It took the rest of the day for him to dredge up the phone number out of a dusty corner of his brain. Only one number out of the several phones Sam had, but it was the main one. The one that should tell him whether there was anyone to call. The one he could've rattled off in his sleep before. Before Purgatory had lived up to its name and purged everything but survival skills from his mind.

He dialed it slowly in a motel in a Hancock that second night. Found his hand shaking as he listened to it ring. He tightened his fist until the edges of the phone dug into his palm.

 _"This is Sam. Leave a message."_

He opened his mouth, closed it again. Sam was still paying for the phone, so he had to be alive. Just...not answering. He cleared his throat. "It's me. I'm...back." His hand rubbed over his mouth. "Tell me where you are so we can meet up." He paused, hit the End button.

That was it. Now it was just more waiting.

His arm was throbbing harder, impatient. He pretended that was what made it hard for him to go to sleep.

00000

He bought basic outdoor gear in a camping store in Virginia somewhere—Pulaski? The routes he'd lived on all his life were also a blur—more comfortable with a bedroll in the wild than in motels. The card from the pack was declined, but it was easy to pick the pocket of a rich jerk who shoved past him on the street. He knew it would be burned quickly, so he bought everything else he might need: water bottles, a good change of clothes, portable food.

Turned out a guy with camping gear had an easier time hitching than a guy with just a backpack. 'Cause hikers were never serial killers, obviously. Morons. He even got picked up by two stupid...hot…girls.

Okay, yeah, that was something else he hadn't experienced in a really long time.

Turned out a spirit riding along in your arm and a brother who wasn't answering his phone were serious buzzkills. He stuck the girls' numbers in his pocket and forgot about them as soon as they dropped him off.

Sometimes he walked a while. The open terrain in Tennessee and Alabama made the back of his neck itch, and the wooded, rocky areas had him weaving from cover to cover. He almost took out a guy who startled him at a rest stop. And the second time a kid's shriek had him yanking out his blade, he started avoiding civilization as much as possible.

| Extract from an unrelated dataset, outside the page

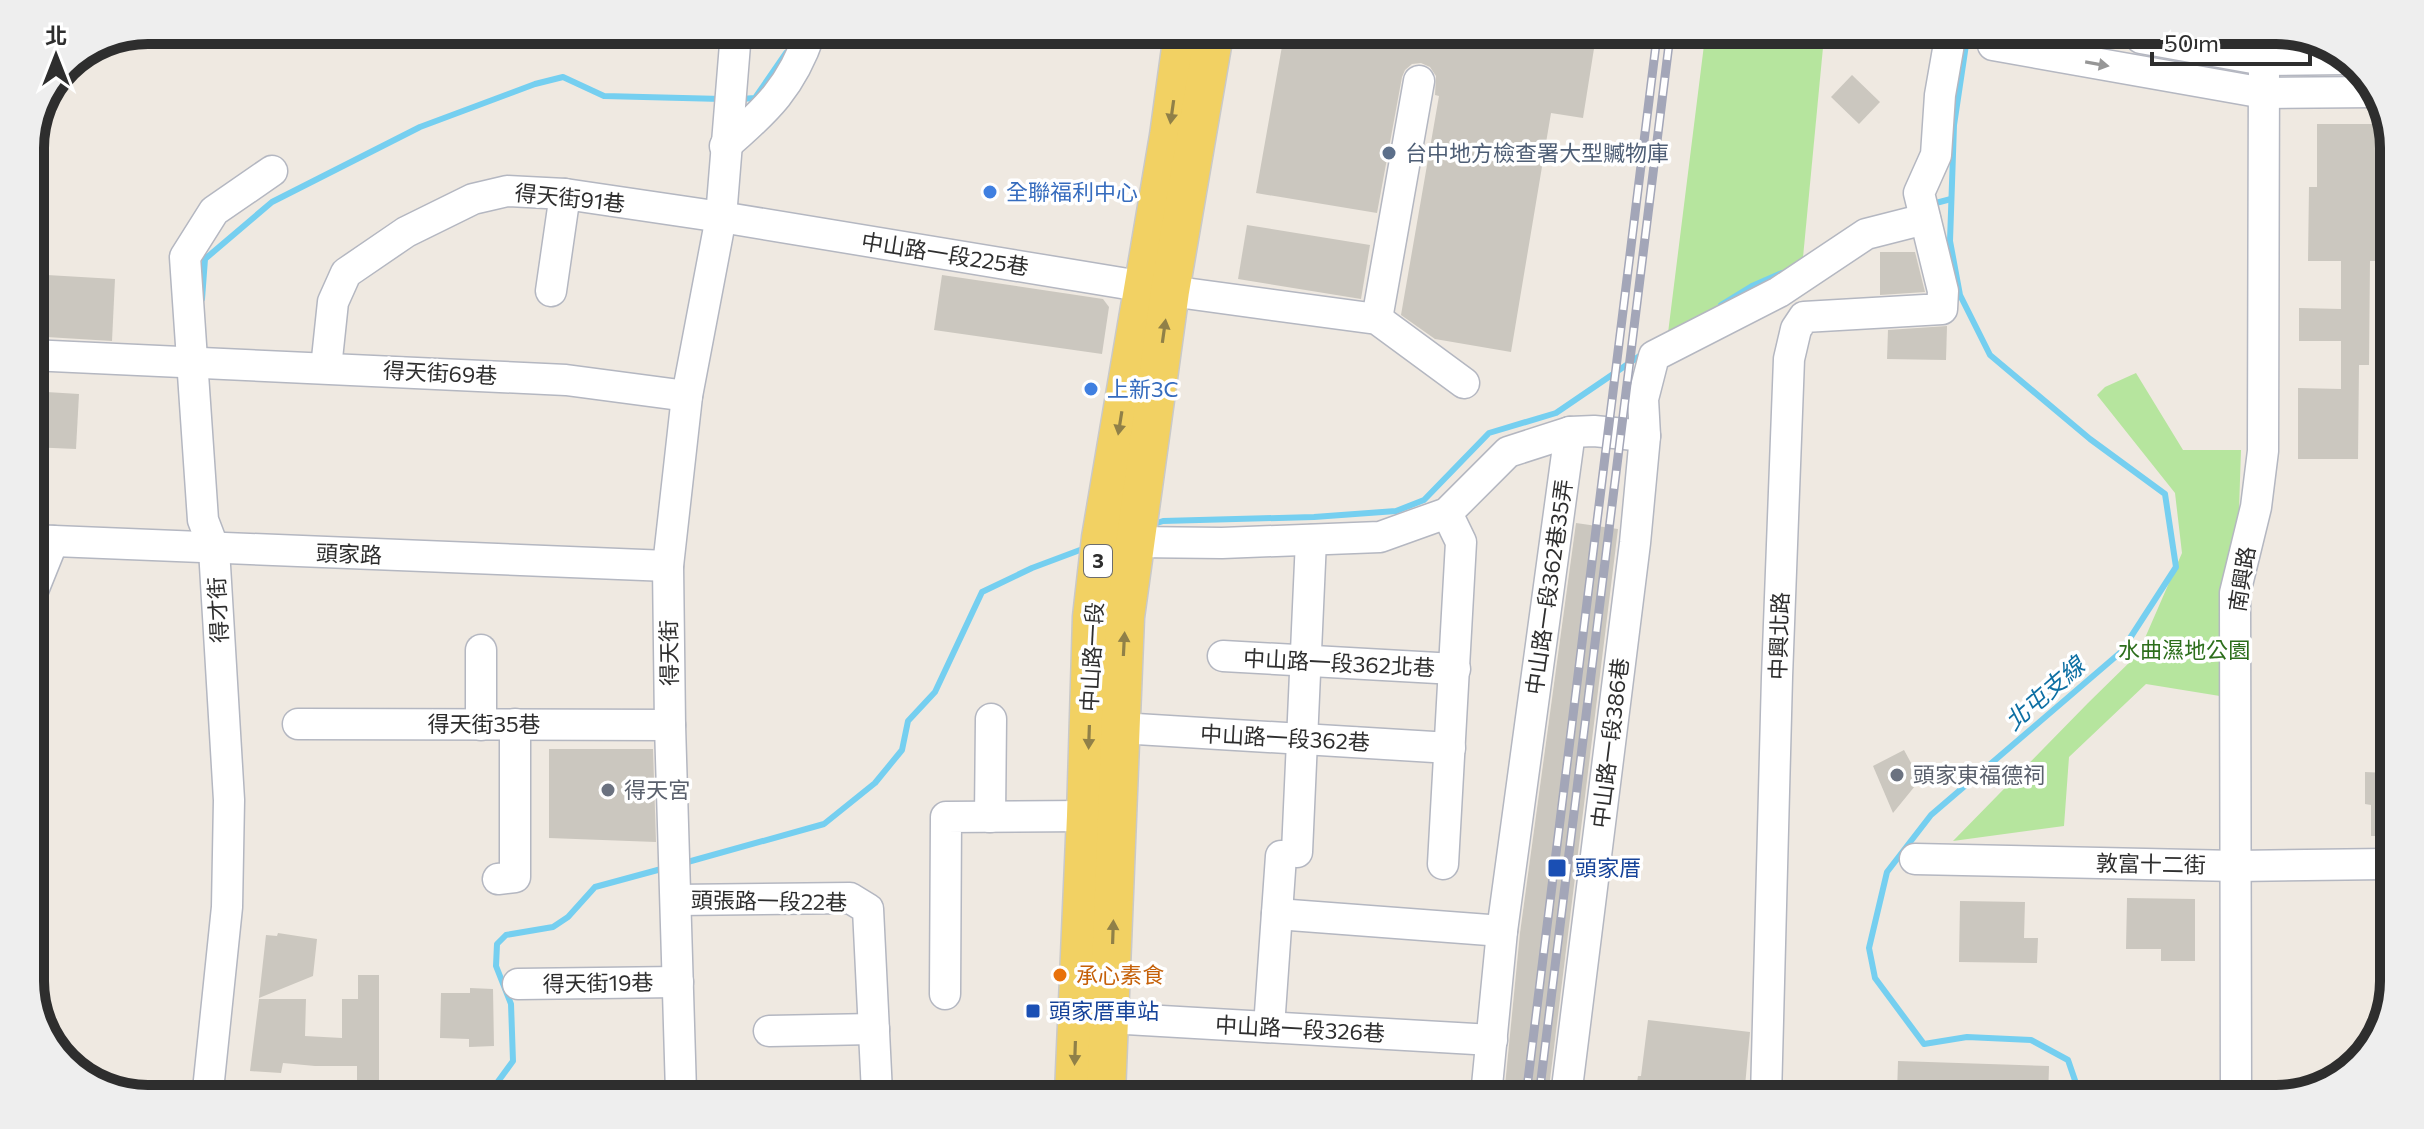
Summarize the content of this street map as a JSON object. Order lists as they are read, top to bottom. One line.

He called Sam two more times, the first time just heavily breathing like some stalker perv, the second, ending the call as soon as the phone beeped. He listened to the outgoing message, though; it still settled him to hear Sam's voice.

He sometimes forgot to eat, and sometimes ate too much. Purgatory wasn't a real physical plane: he hadn't needed to eat or sleep, his hair and nails hadn't grown, and while he should've been whipcord lean from all the running, the mirror said he hadn't lost any weight. Only his eyes were different, hard and wary.

He hadn't missed mirrors, either.

And he thought a lot about Sam. About what Sam would've done when his brother disappeared. He'd managed to get him back from a wendigo, from the brink of suicide-by-angel, from freaking 1944 once. Had he not been able to figure out Purgatory? A glance at a newspaper and some math revealed almost a year had passed—how had Sam coped for that long? The four months his big brother had been in Hell had seriously changed Sam, and then he'd had Bobby to lean on. Was he buried in guilt? An alcoholic? A stone-cold hunter? Suicidal?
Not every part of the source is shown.